The above structure of a neural network may seem like an arbitrary construction - how can we guarantee that it can be trained in such a way to produce our desired output?

Well..luckily for us there exists a theorem called the Universal Approximation Theorem which states that under reasonable circumstances, a feedforward network containing a finite number of neurons can approximate continuous functions on compact subsets of $\mathbb{R}^{n}$.

#### Statement

Let $\phi \left( \cdot \right)$ be a nonconstant, bounded and monotonically-increasing continuous function.

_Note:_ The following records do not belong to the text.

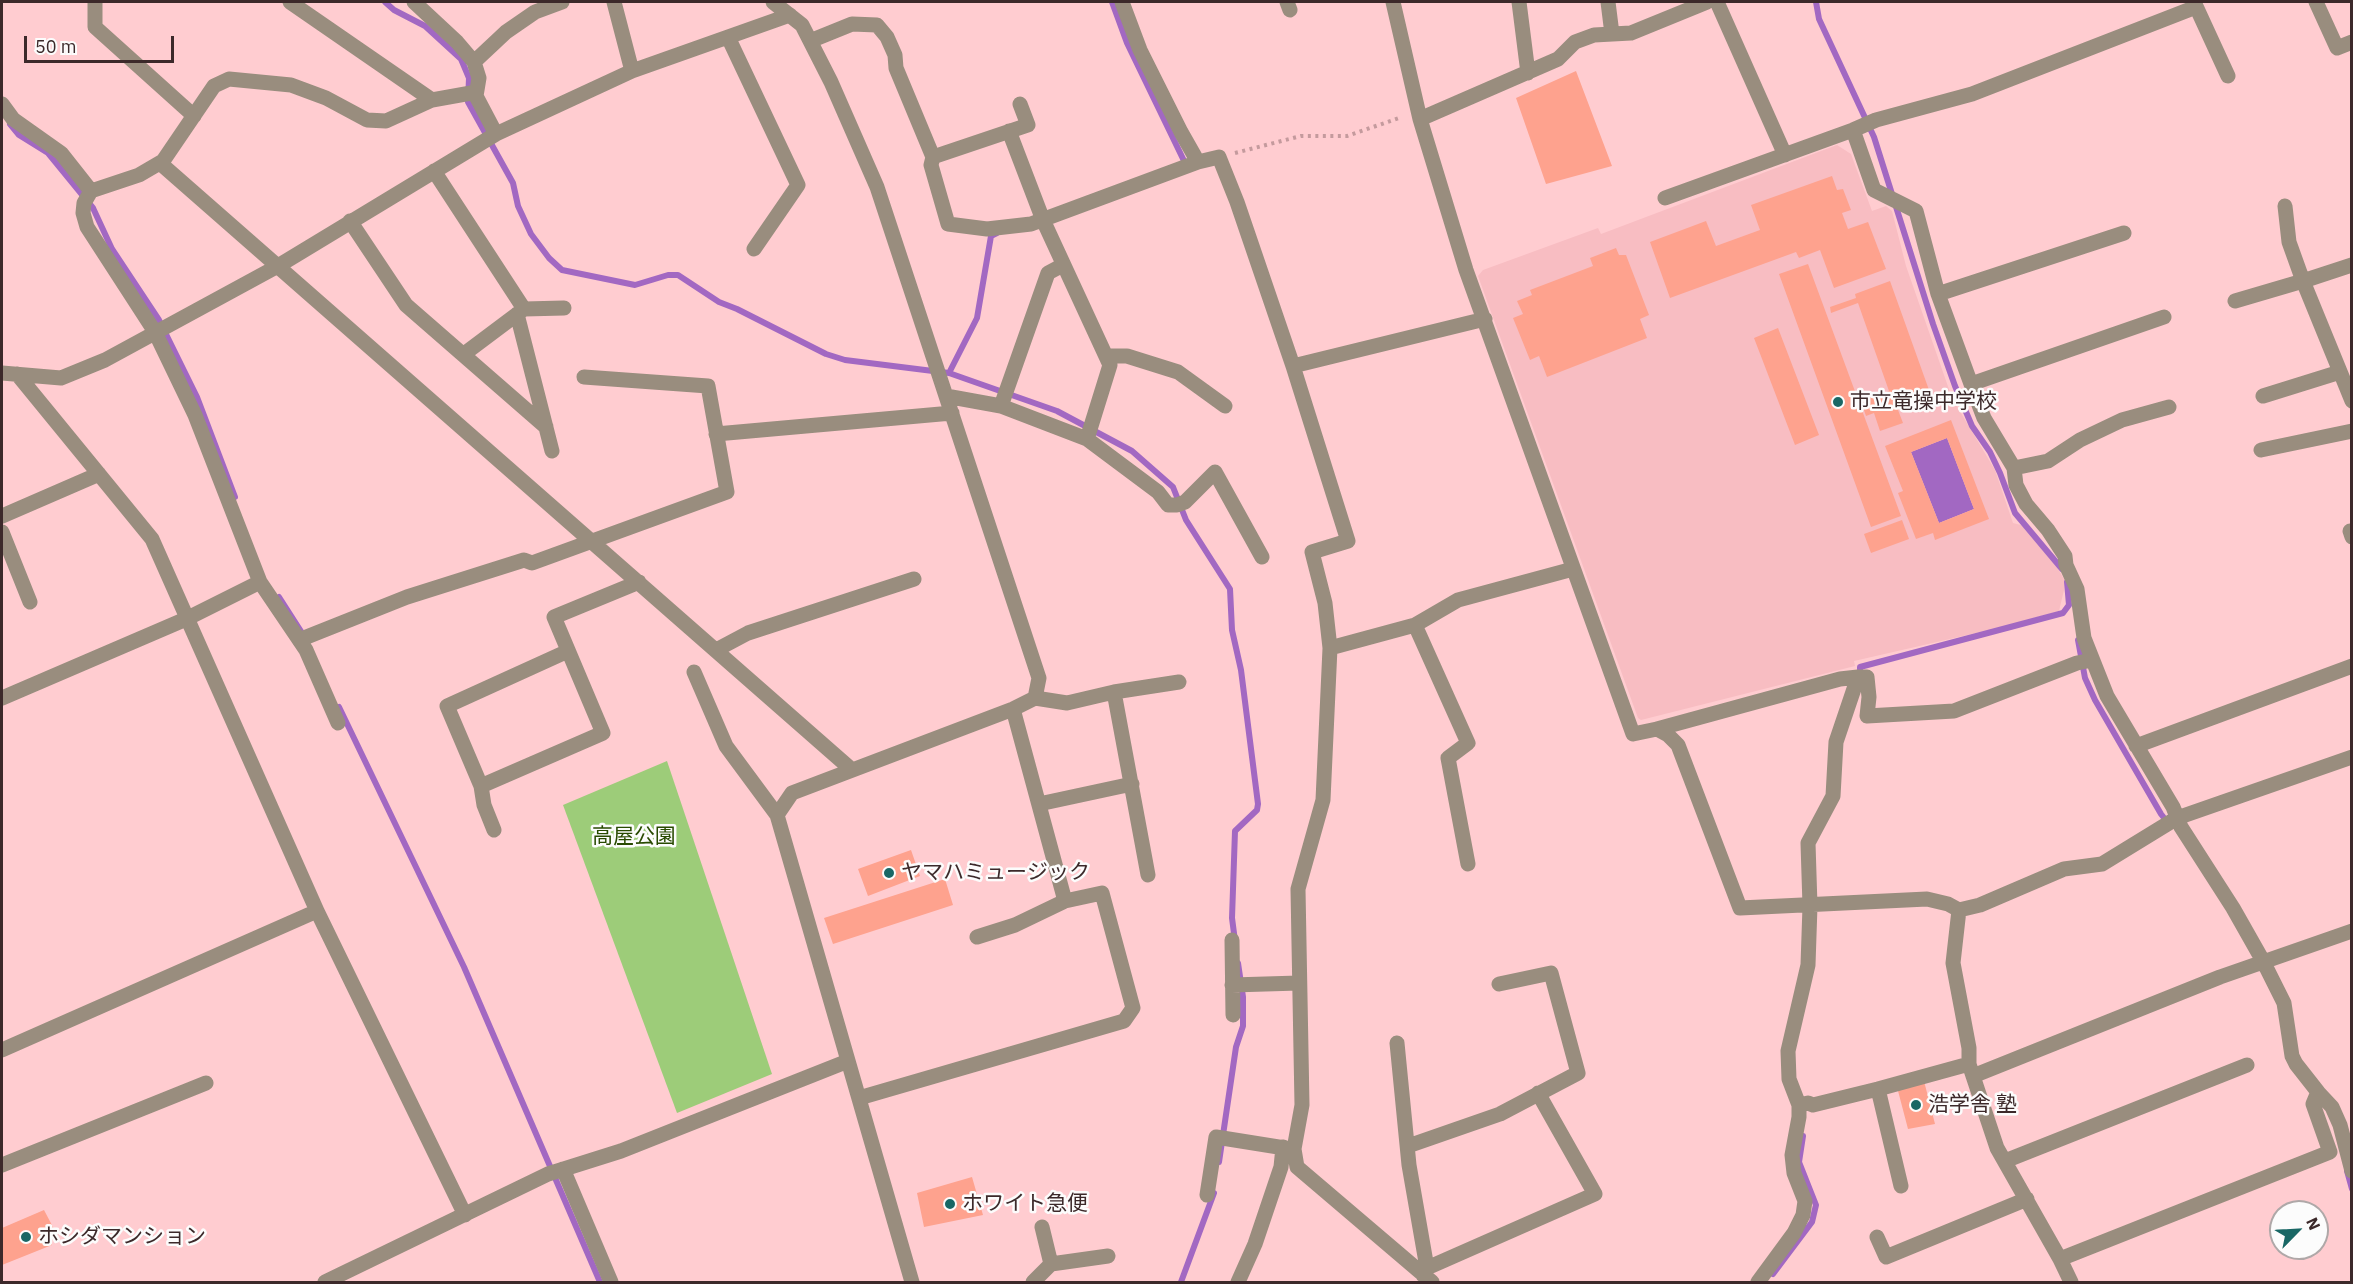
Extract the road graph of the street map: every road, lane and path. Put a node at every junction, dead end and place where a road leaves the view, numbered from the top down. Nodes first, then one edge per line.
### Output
1 (96, 2) edge
2 (290, 2) edge
3 (414, 2) edge
4 (614, 2) edge
5 (776, 2) edge
6 (1122, 2) edge
7 (1393, 2) edge
8 (1518, 2) edge
9 (1608, 2) edge
10 (1707, 2) edge
11 (1717, 2) edge
12 (2316, 2) edge
13 (555, 3) edge
14 (2195, 4) edge
15 (790, 15) junction
16 (1612, 34) junction
17 (728, 37) junction
18 (810, 41) junction
19 (2352, 42) edge
20 (474, 62) junction
21 (632, 71) junction
22 (1528, 73) junction
23 (2228, 76) dead end
24 (470, 94) junction
25 (432, 100) junction
26 (2, 104) edge
27 (1020, 104) dead end
28 (1419, 115) junction
29 (194, 116) junction
30 (1864, 125) junction
31 (1009, 131) junction
32 (491, 136) junction
33 (1785, 155) junction
34 (933, 157) junction
35 (1220, 157) junction
36 (159, 163) junction
37 (1191, 164) junction
38 (434, 171) junction
39 (88, 196) junction
40 (1665, 198) dead end
41 (2285, 206) dead end
42 (350, 221) junction
43 (1045, 224) junction
44 (2124, 233) dead end
45 (754, 249) dead end
46 (2352, 265) edge
47 (279, 266) junction
48 (1063, 266) junction
49 (2303, 281) junction
50 (1938, 294) junction
51 (2235, 301) dead end
52 (564, 308) dead end
53 (521, 312) junction
54 (2164, 317) dead end
55 (1485, 319) junction
56 (161, 329) junction
57 (464, 354) junction
58 (1106, 356) junction
59 (1293, 366) junction
60 (2340, 372) junction
61 (9, 374) edge
62 (584, 377) dead end
63 (1971, 384) junction
64 (946, 396) junction
65 (2263, 396) dead end
66 (1003, 398) junction
67 (2352, 401) edge
68 (1225, 406) dead end
69 (2169, 407) dead end
70 (952, 413) junction
71 (546, 428) junction
72 (2352, 431) edge
73 (1089, 432) junction
74 (716, 434) junction
75 (2261, 450) dead end
76 (552, 451) dead end
77 (2014, 468) junction
78 (99, 474) junction
79 (2, 516) edge
80 (2352, 531) edge
81 (2, 532) edge
82 (2352, 537) edge
83 (592, 541) junction
84 (1262, 557) dead end
85 (1573, 569) junction
86 (914, 579) dead end
87 (260, 582) junction
88 (639, 582) junction
89 (30, 602) dead end
90 (186, 619) junction
91 (1415, 625) junction
92 (303, 638) junction
93 (1330, 648) junction
94 (568, 651) junction
95 (716, 651) junction
96 (2085, 661) junction
97 (2352, 666) edge
98 (694, 672) dead end
99 (1857, 677) junction
100 (1179, 682) dead end
101 (1114, 692) junction
102 (2, 698) edge
103 (1035, 698) junction
104 (1013, 710) junction
105 (338, 723) dead end
106 (1657, 729) junction
107 (2136, 746) junction
108 (2352, 757) edge
109 (852, 770) junction
110 (1132, 784) junction
111 (481, 786) junction
112 (1039, 804) junction
113 (777, 814) junction
114 (2172, 821) junction
115 (494, 830) dead end
116 (1468, 864) dead end
117 (1148, 875) dead end
118 (1065, 901) junction
119 (1810, 906) junction
120 (1959, 910) junction
121 (317, 911) junction
122 (2352, 932) edge
123 (977, 937) dead end
124 (1232, 940) dead end
125 (2259, 963) junction
126 (1299, 983) junction
127 (1499, 984) dead end
128 (1239, 985) junction
129 (1233, 1016) dead end
130 (1397, 1043) dead end
131 (2, 1050) edge
132 (849, 1061) junction
133 (2247, 1065) dead end
134 (1971, 1070) junction
135 (206, 1083) dead end
136 (1878, 1089) junction
137 (1538, 1093) junction
138 (2316, 1095) junction
139 (860, 1098) junction
140 (1799, 1105) junction
141 (1408, 1146) junction
142 (1289, 1148) junction
143 (2005, 1161) junction
144 (2, 1165) edge
145 (2352, 1171) edge
146 (556, 1172) junction
147 (1900, 1186) dead end
148 (1207, 1195) dead end
149 (2026, 1199) junction
150 (465, 1215) junction
151 (1042, 1227) dead end
152 (1877, 1237) dead end
153 (1108, 1256) dead end
154 (2060, 1259) junction
155 (1051, 1264) junction
156 (1427, 1275) edge
157 (325, 1282) edge
158 (611, 1282) edge
159 (912, 1282) edge
160 (1033, 1282) edge
161 (1238, 1282) edge
162 (1758, 1282) edge
163 (2071, 1282) edge

1 - 29 street
2 - 25 street
3 - 20 street
4 - 21 street
5 - 15 street
6 - 37 street
7 - 28 street
8 - 22 street
9 - 16 street
10 - 16 street
11 - 33 street
12 - 19 street
13 - 20 street
14 - 23 street
14 - 30 street
15 - 17 street
15 - 18 street
16 - 22 street
17 - 21 street
17 - 45 street
18 - 34 street
18 - 64 street
20 - 24 street
21 - 32 street
22 - 28 street
24 - 25 street
24 - 32 street
25 - 29 street
26 - 39 street
27 - 31 street
28 - 35 path
28 - 55 street
29 - 36 street
30 - 33 street
30 - 50 street
31 - 34 street
31 - 43 street
32 - 38 street
33 - 40 street
34 - 43 street
35 - 37 street
35 - 59 street
36 - 39 street
36 - 47 street
37 - 43 street
38 - 42 street
38 - 53 street
39 - 56 street
41 - 49 street
42 - 47 street
42 - 57 street
43 - 48 street
44 - 50 street
46 - 49 street
47 - 56 street
47 - 83 street
48 - 58 street
48 - 66 street
49 - 51 street
49 - 60 street
50 - 63 street
52 - 53 street
53 - 57 street
53 - 71 street
54 - 63 street
55 - 59 street
55 - 85 street
56 - 61 street
56 - 87 street
57 - 71 street
58 - 68 street
58 - 73 street
59 - 93 street
60 - 65 street
60 - 67 street
61 - 78 street
62 - 74 street
63 - 77 street
64 - 66 street
64 - 70 street
66 - 73 street
69 - 77 street
70 - 74 street
70 - 103 street
71 - 76 street
72 - 75 street
73 - 84 street
74 - 83 street
77 - 96 street
78 - 79 street
78 - 90 street
80 - 82 street
81 - 89 street
83 - 88 street
83 - 92 street
85 - 91 street
85 - 106 street
86 - 95 street
87 - 90 street
87 - 92 street
88 - 94 street
88 - 95 street
90 - 102 street
90 - 121 street
91 - 93 street
91 - 116 street
92 - 105 street
93 - 126 street
94 - 111 street
94 - 111 street
95 - 109 street
96 - 99 street
96 - 107 street
97 - 107 street
98 - 113 street
99 - 106 street
99 - 119 street
100 - 101 street
101 - 103 street
101 - 110 street
103 - 104 street
104 - 109 street
104 - 112 street
106 - 119 street
107 - 114 street
108 - 114 street
109 - 113 street
110 - 112 street
110 - 117 street
111 - 115 street
112 - 118 street
113 - 132 street
114 - 120 street
114 - 125 street
118 - 123 street
118 - 139 street
119 - 120 street
119 - 140 street
120 - 134 street
121 - 131 street
121 - 150 street
122 - 125 street
124 - 128 street
125 - 134 street
125 - 138 street
126 - 128 street
126 - 142 street
127 - 137 street
128 - 129 street
130 - 141 street
132 - 139 street
132 - 146 street
133 - 143 street
134 - 136 street
134 - 143 street
135 - 144 street
136 - 140 street
136 - 147 street
137 - 141 street
137 - 156 street
138 - 145 street
138 - 154 street
139 - 159 street
140 - 162 street
141 - 156 street
142 - 148 street
142 - 156 street
142 - 161 street
143 - 149 street
146 - 150 street
146 - 158 street
149 - 152 street
149 - 154 street
150 - 157 street
151 - 155 street
153 - 155 street
154 - 163 street
155 - 160 street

Let $I_{m}$ denote the $m$-dimensional unit hypercube $\left[ 0, 1 \right]$. The space of continuous functions on $I_{m}$ is $C \left( I_{m} \right)$. Then $\forall f \in C \left( I_{m} \right)$ and $\epsilon > 0$ $\exists N \in \mathbb{Z}$, $v_{i}, b_{i} \in \mathbb{R}$ and $w_i \in \mathbb{R}^{m}$ where $i = 1, \dots, N$ such that we may define

$$F(x) \equiv \sum_{i=1}^{N} v_{i} \phi \left( w_{i}^{T}x + b_{i} \right)$$
such that $$\left| F(x) - f(x) \right| < \epsilon \quad \forall x \in I_{m}$$

Which is quite fascinating really, that we can essentially approximate any continuous function to an arbitrary degree using a linear combination of our activation functions. Please note that this tells us nothing of actually how to approximate the function; what the parameters $N, v_{i}, b_{i}$ or $w_{i}$ are - only that they exist.

#### Summary

So there it is, a whirlwind introduction to Feedforward Artificial Networks. By no means is this supposed to be a comprehensive introduction, but to set the scene for the next few blog posts. In my next blog I'll define the error functions and consequently the Backpropogation algorithm which we will use to train our Feedforward ANN to find the weights and biases of our hidden layer neurons.